**Exercise objective:**
Below are the entries to work from; restate word for word the portion that opens with the line containing "I need the junctions" and closes with the line containing "Write the network of the", keeping both.

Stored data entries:
---

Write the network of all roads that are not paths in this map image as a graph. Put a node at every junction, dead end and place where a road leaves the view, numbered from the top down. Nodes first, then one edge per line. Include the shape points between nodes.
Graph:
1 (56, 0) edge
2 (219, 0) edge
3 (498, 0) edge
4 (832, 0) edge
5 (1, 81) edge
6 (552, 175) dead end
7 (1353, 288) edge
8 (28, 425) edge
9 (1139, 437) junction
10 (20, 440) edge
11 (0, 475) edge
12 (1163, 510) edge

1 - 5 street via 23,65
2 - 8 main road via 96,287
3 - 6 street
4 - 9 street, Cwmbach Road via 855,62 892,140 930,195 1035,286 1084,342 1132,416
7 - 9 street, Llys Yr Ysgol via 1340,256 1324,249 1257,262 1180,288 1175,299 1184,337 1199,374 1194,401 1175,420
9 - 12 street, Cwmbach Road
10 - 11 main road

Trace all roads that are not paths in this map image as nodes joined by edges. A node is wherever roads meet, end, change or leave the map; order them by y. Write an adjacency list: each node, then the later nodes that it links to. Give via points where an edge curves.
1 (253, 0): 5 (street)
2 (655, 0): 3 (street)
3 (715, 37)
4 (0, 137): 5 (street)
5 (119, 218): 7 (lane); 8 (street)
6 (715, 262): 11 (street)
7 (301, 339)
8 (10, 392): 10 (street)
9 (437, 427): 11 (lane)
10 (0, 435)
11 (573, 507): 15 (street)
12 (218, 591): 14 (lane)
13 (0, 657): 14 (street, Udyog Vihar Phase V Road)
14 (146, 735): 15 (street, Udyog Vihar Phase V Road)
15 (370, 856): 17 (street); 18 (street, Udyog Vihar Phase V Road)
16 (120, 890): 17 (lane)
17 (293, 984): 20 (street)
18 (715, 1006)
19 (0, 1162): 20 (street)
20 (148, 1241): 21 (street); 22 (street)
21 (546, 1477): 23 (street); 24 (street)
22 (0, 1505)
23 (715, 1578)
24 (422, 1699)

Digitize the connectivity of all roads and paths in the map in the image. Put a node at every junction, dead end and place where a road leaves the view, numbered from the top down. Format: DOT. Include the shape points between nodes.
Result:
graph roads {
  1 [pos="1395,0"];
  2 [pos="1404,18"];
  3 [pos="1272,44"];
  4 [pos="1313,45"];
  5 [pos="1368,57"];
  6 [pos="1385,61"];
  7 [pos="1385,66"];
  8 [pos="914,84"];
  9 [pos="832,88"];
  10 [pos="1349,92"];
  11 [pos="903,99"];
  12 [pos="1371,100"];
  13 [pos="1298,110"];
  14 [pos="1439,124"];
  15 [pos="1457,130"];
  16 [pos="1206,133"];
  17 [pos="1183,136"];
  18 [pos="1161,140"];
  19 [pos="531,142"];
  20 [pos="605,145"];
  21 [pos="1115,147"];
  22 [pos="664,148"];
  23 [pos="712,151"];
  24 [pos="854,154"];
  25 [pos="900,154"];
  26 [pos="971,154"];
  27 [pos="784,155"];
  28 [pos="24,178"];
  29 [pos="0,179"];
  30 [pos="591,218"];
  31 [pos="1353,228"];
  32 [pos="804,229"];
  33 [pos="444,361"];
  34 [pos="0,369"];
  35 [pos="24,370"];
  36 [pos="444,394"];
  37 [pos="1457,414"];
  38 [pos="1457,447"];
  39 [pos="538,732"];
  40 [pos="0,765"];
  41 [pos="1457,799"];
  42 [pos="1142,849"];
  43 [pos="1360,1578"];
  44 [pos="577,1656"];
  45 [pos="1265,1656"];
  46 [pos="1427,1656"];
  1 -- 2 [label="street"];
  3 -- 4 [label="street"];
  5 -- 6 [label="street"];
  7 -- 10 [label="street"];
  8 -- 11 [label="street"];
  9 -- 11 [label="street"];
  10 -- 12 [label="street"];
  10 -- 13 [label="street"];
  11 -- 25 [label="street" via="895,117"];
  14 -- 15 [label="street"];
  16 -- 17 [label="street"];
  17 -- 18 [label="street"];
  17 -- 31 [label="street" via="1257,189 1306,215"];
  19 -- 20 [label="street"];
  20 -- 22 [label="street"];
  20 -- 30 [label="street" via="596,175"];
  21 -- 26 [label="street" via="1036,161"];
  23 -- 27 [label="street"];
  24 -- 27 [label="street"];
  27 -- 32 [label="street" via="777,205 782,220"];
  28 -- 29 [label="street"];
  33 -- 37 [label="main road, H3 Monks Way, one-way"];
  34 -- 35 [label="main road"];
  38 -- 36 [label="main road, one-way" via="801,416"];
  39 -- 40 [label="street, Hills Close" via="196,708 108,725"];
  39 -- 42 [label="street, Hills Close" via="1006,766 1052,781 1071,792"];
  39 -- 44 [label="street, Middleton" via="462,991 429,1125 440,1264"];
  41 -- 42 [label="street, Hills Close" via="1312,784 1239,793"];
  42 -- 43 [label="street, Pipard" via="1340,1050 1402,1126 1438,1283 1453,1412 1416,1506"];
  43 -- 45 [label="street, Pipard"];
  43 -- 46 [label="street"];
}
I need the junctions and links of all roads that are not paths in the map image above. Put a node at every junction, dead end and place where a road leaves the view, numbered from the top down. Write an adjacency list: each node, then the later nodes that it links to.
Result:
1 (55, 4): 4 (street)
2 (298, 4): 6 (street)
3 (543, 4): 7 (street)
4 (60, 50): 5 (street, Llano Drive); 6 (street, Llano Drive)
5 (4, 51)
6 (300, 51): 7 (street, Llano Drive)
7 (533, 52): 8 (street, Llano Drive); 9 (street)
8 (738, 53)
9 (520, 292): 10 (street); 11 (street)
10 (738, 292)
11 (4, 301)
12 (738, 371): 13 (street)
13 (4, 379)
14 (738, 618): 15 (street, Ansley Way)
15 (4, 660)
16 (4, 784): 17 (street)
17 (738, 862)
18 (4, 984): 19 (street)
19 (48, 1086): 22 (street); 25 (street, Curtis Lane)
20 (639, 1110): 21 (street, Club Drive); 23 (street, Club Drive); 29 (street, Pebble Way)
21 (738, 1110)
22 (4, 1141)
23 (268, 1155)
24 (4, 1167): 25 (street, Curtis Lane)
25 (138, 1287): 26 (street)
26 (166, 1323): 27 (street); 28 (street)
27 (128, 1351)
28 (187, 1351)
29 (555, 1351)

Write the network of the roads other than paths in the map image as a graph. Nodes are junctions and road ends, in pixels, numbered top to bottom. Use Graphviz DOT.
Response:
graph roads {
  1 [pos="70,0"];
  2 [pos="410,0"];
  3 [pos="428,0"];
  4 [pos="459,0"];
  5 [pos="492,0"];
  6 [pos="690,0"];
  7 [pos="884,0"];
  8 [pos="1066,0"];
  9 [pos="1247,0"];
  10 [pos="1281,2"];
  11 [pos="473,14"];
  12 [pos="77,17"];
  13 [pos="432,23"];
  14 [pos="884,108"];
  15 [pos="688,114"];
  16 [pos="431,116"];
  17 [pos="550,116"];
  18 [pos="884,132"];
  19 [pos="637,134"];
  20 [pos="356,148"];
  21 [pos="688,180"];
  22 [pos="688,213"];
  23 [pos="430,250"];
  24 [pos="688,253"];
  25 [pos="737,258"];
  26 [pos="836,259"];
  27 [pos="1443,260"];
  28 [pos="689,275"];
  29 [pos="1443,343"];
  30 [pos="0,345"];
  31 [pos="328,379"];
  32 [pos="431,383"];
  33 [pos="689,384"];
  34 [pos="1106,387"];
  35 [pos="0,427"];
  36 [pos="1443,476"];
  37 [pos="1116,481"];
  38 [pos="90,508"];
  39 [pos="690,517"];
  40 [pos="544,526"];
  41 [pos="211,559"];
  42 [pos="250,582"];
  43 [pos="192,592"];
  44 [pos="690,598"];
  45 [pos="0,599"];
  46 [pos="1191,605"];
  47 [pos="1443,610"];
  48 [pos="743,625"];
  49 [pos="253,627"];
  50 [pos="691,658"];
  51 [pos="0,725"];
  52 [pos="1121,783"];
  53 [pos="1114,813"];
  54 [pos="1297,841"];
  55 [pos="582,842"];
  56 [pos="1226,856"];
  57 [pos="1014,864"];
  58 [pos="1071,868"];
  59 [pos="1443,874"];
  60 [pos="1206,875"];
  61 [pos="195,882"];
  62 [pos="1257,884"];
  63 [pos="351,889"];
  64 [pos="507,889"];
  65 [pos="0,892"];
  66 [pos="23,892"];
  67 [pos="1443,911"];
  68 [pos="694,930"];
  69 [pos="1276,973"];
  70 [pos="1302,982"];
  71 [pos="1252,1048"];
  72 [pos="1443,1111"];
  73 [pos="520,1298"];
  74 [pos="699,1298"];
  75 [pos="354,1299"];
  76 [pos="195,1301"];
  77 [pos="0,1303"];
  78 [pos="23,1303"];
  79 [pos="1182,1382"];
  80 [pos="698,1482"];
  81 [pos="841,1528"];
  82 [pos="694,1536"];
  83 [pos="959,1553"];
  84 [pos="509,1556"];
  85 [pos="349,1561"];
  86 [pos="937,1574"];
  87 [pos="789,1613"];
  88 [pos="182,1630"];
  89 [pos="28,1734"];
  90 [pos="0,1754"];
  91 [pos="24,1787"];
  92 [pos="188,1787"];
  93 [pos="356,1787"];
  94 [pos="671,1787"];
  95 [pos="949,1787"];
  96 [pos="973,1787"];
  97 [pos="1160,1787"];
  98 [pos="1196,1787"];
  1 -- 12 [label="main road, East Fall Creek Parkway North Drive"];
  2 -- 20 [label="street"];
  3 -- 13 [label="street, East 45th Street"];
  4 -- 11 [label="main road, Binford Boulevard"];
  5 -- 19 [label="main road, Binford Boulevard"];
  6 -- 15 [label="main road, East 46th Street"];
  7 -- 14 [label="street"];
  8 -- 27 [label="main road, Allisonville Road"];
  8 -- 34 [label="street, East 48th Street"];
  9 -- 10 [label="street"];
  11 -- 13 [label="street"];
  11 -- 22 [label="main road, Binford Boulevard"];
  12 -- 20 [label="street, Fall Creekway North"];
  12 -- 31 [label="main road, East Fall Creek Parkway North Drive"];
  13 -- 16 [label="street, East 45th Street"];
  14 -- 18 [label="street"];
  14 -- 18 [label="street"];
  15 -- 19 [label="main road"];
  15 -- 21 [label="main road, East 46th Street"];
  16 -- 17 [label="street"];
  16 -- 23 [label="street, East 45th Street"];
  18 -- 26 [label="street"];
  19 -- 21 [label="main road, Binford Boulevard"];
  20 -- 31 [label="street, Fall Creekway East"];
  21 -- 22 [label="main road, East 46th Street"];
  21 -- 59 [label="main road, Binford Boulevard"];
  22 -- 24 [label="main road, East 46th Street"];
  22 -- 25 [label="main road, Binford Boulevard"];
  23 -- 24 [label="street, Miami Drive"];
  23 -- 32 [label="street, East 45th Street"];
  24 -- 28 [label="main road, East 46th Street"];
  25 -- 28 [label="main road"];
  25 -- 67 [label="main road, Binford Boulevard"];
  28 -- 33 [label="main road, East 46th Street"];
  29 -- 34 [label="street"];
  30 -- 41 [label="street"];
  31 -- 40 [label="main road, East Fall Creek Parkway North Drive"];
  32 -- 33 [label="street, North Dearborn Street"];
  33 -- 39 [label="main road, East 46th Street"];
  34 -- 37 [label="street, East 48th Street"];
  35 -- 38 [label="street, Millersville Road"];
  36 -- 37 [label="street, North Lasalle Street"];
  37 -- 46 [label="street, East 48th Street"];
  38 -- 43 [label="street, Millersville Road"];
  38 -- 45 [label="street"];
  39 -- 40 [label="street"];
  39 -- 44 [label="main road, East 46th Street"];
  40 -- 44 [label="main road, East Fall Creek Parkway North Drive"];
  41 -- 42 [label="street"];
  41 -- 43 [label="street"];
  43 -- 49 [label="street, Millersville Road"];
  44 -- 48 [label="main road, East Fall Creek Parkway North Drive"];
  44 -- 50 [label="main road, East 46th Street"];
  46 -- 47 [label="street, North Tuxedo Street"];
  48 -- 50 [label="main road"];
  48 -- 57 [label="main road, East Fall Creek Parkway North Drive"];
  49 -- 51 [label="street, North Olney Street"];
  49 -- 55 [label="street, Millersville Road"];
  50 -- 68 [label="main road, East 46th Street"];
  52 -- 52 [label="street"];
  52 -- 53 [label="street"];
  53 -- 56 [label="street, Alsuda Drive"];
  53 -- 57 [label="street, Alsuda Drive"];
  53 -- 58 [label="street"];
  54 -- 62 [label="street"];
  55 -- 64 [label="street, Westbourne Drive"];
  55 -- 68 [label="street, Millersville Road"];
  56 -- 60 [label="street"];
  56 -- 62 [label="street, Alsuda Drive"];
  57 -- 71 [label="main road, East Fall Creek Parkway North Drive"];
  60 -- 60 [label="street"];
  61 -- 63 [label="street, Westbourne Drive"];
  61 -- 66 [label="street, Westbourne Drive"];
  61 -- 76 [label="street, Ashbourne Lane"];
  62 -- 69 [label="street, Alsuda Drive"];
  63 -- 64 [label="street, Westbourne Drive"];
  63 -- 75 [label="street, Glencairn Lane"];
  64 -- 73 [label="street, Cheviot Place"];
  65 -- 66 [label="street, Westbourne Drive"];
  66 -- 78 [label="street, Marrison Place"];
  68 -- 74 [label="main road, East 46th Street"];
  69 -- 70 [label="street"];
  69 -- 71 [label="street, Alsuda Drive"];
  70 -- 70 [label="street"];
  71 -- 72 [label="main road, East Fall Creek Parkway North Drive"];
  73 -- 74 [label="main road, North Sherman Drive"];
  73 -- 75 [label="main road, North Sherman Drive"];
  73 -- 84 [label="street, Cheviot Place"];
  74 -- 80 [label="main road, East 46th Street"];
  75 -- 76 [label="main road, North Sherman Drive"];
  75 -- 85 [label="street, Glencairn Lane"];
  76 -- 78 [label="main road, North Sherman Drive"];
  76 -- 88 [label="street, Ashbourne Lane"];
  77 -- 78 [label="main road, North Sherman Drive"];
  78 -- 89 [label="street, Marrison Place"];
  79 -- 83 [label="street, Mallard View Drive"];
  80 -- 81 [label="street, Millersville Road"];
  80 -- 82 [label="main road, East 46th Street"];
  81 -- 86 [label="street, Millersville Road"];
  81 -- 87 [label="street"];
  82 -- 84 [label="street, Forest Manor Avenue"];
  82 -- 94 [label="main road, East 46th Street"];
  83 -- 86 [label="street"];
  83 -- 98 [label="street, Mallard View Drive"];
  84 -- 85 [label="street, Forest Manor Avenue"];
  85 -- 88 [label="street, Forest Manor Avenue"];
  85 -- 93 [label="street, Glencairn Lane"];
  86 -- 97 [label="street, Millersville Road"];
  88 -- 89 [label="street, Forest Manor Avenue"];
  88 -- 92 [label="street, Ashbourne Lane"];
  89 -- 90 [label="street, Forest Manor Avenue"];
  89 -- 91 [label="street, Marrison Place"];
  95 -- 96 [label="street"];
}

---

**Expected answer:**
I need the junctions and links of all roads that are not paths in the map image above. Put a node at every junction, dead end and place where a road leaves the view, numbered from the top down. Write an adjacency list: each node, then the later nodes that it links to.
Result:
1 (55, 4): 4 (street)
2 (298, 4): 6 (street)
3 (543, 4): 7 (street)
4 (60, 50): 5 (street, Llano Drive); 6 (street, Llano Drive)
5 (4, 51)
6 (300, 51): 7 (street, Llano Drive)
7 (533, 52): 8 (street, Llano Drive); 9 (street)
8 (738, 53)
9 (520, 292): 10 (street); 11 (street)
10 (738, 292)
11 (4, 301)
12 (738, 371): 13 (street)
13 (4, 379)
14 (738, 618): 15 (street, Ansley Way)
15 (4, 660)
16 (4, 784): 17 (street)
17 (738, 862)
18 (4, 984): 19 (street)
19 (48, 1086): 22 (street); 25 (street, Curtis Lane)
20 (639, 1110): 21 (street, Club Drive); 23 (street, Club Drive); 29 (street, Pebble Way)
21 (738, 1110)
22 (4, 1141)
23 (268, 1155)
24 (4, 1167): 25 (street, Curtis Lane)
25 (138, 1287): 26 (street)
26 (166, 1323): 27 (street); 28 (street)
27 (128, 1351)
28 (187, 1351)
29 (555, 1351)

Write the network of the roads other than paths in the map image as a graph. Nodes are junctions and road ends, in pixels, numbered top to bottom. Use Graphviz DOT.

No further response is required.